Nanoscale Metal-Organic Frameworks: An Emerging Versatile Tool for Next-Generation Photodynamic Therapy.

Abstract

Photodynamic therapy has emerged as a potent strategy for treatment of cancer due to its non-invasiveness, minimal toxicity, high spatial selectivity, and potential for combination therapies. However, self-aggregation of photosensitizers, tumour hypoxia and low penetration depth of excitation photons remain prominent challenges towards its clinical application. Nanoscale metal-organic frameworks have emerged as one of the most promising materials due to their tunable composition which allows the adjustment of optical and chemical properties by changing the metal ions or organic linkers. Due to their high porosity, they serve as carriers for photosensitizers and demonstrate high tumour accumulation rates, target specificity, and penetration depth with enhanced permeability and retention effect.

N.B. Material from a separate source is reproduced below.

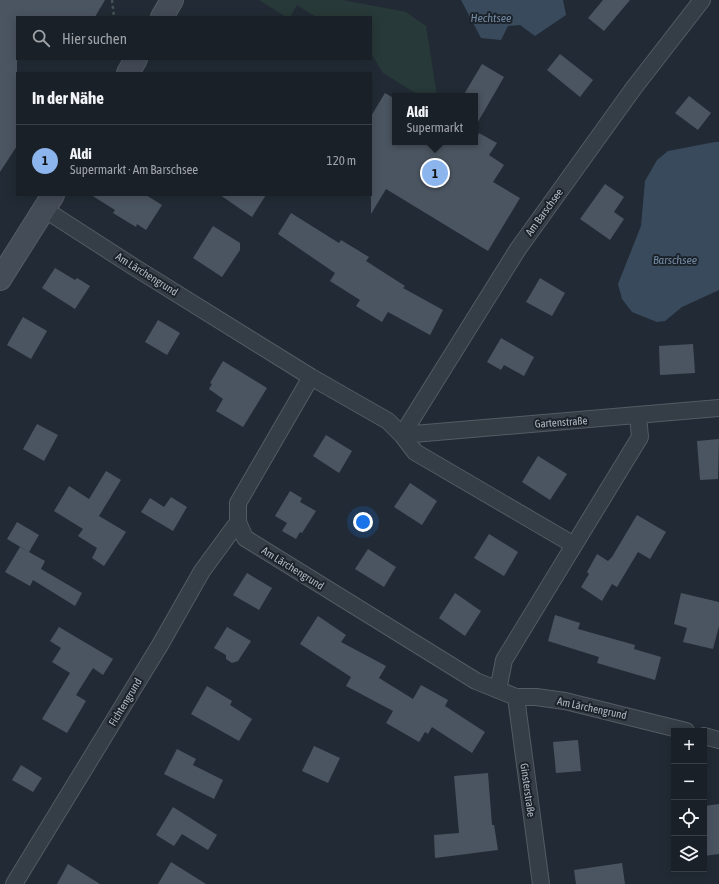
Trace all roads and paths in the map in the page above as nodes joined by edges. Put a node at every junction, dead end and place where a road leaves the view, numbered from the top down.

This review aims to explore recent developments in nanoscale metal-organic frameworks focusing on the design strategies to enhance their effectiveness in tumour microenvironment. Specifically, we have examined the approaches to address challenges posed by hypoxic tumour environment and tissue penetration depth of the various light sources. Furthermore, this review provides insights into the targeting strategies that improve the overall efficacy through stimulus-activated release and sub-cellular internalization of photosensitizers. Finally, we discussed the on-going challenges and some future directions for harnessing their full potential as therapeutic agents for effective outcome of photodynamic therapy.